Predictors of death and new disability after critical illness: a multicentre prospective cohort study.

机构信息

Australian and New Zealand Intensive Care Research Centre, School of Public Health and Preventive Medicine, Monash University, 553 St Kilda Rd, Melbourne, VIC, 3004, Australia.

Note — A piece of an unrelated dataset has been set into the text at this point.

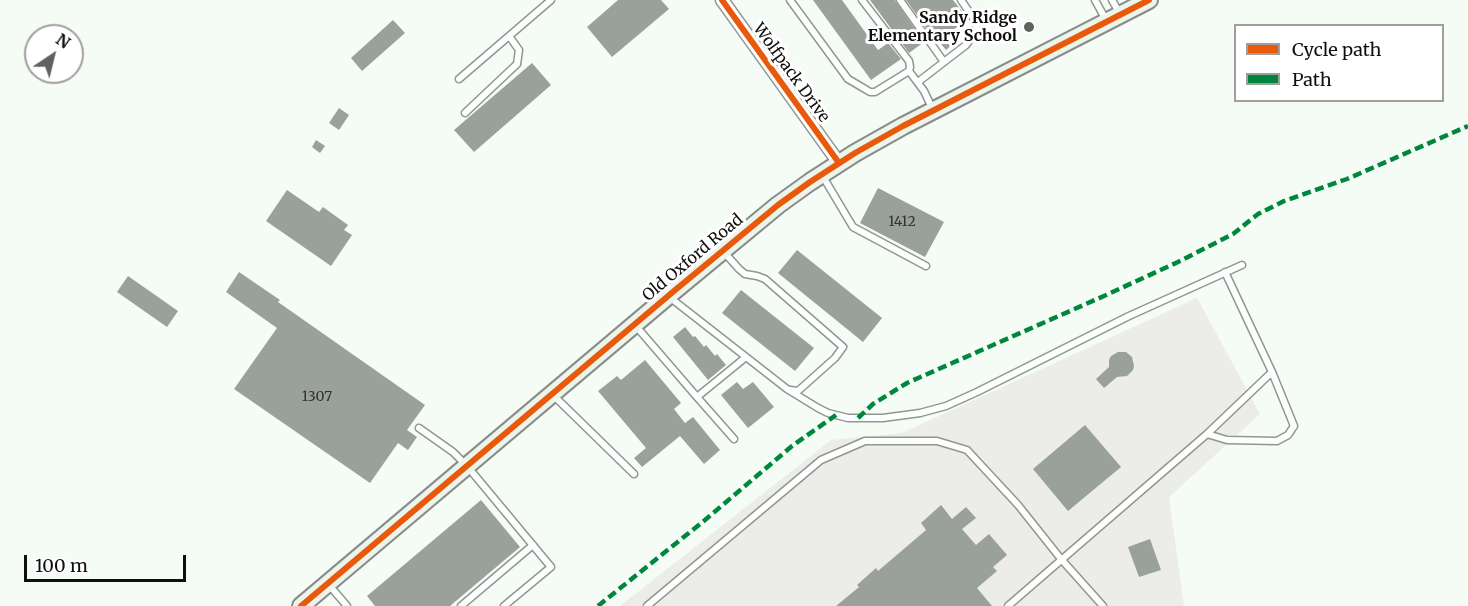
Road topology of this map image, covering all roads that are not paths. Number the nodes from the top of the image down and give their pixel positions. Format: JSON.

Department of Critical Care, The University of Melbourne, Melbourne, VIC, Australia.

出版信息

Intensive Care Med. 2021 Jul;47(7):772-781. doi: 10.1007/s00134-021-06438-7. Epub 2021 Jun 5.

Abstract

PURPOSE

This study aimed to determine the prevalence and predictors of death or new disability following critical illness.

METHODS

Prospective, multicentre cohort study conducted in six metropolitan intensive care units (ICU). Participants were adults admitted to the ICU who received more than 24 h of mechanical ventilation. The primary outcome was death or new disability at 6 months, with new disability defined by a 10% increase in the WHODAS 2.0.

RESULTS

Of 628 patients with the primary outcome available (median age of 62 [49-71] years, 379 [61.0%] had a medical admission and 370 (58.9%) died or developed new disability by 6 months. Independent predictors of death or new disability included age [OR 1.02 (1.01-1.03), P = 0.001], higher severity of illness (APACHE III) [OR 1.02 (1.01-1.03), P < 0.001] and admission diagnosis. Compared to patients with a surgical admission diagnosis, patients with a cardiac arrest [OR (95% CI) 4.06 (1.89-8.68), P < 0.001], sepsis [OR (95% CI) 2.43 (1.32-4.47), P = 0.004], or trauma [OR (95% CI) 6.24 (3.07-12.71), P < 0.001] diagnosis had higher odds of death or new disability, while patients with a lung transplant [OR (95% CI) 0.21 (0.07-0.58), P = 0.003] diagnosis had lower odds. A model including these three variables had good calibration (Brier score 0.20) and acceptable discriminative power with an area under the receiver operating characteristic curve of 0.76 (95% CI 0.72-0.80).

CONCLUSION

Less than half of all patients mechanically ventilated for more than 24 h were alive and free of new disability at 6 months after admission to ICU. A model including age, illness severity and admission diagnosis has acceptable discriminative ability to predict death or new disability at 6 months.

摘要

目的

本研究旨在确定重症疾病后死亡或新发残疾的发生率和预测因素。

方法

这是一项在六个大都市重症监护病房(ICU)进行的前瞻性、多中心队列研究。参与者为接受超过 24 小时机械通气的 ICU 收治的成年患者。主要结局为 6 个月时死亡或新发残疾,新发残疾定义为 WHODAS 2.0 增加 10%。

结果

在可获得主要结局的 628 名患者中(中位年龄 62 [49-71] 岁,379 名[61.0%]为内科入院,370 名[58.9%]在 6 个月时死亡或新发残疾。死亡或新发残疾的独立预测因素包括年龄[比值比(OR)1.02(1.01-1.03),P=0.001]、疾病严重程度更高(APACHE III)[OR 1.02(1.01-1.03),P<0.001]和入院诊断。与外科入院诊断的患者相比,心搏骤停[OR(95%CI)4.06(1.89-8.68),P<0.001]、脓毒症[OR(95%CI)2.43(1.32-4.47),P=0.004]或创伤[OR(95%CI)6.24(3.07-12.71),P<0.001]诊断的患者死亡或新发残疾的可能性更高,而接受肺移植[OR(95%CI)0.21(0.07-0.58),P=0.003]诊断的患者可能性更低。包含这三个变量的模型具有良好的校准度(Brier 评分 0.20)和可接受的区分能力,受试者工作特征曲线下面积为 0.76(95%CI 0.72-0.80)。

结论

在 ICU 住院超过 24 小时接受机械通气的患者中,不到一半的患者在入院 6 个月后存活且无新发残疾。包含年龄、疾病严重程度和入院诊断的模型具有可接受的区分能力,可以预测 6 个月时的死亡或新发残疾。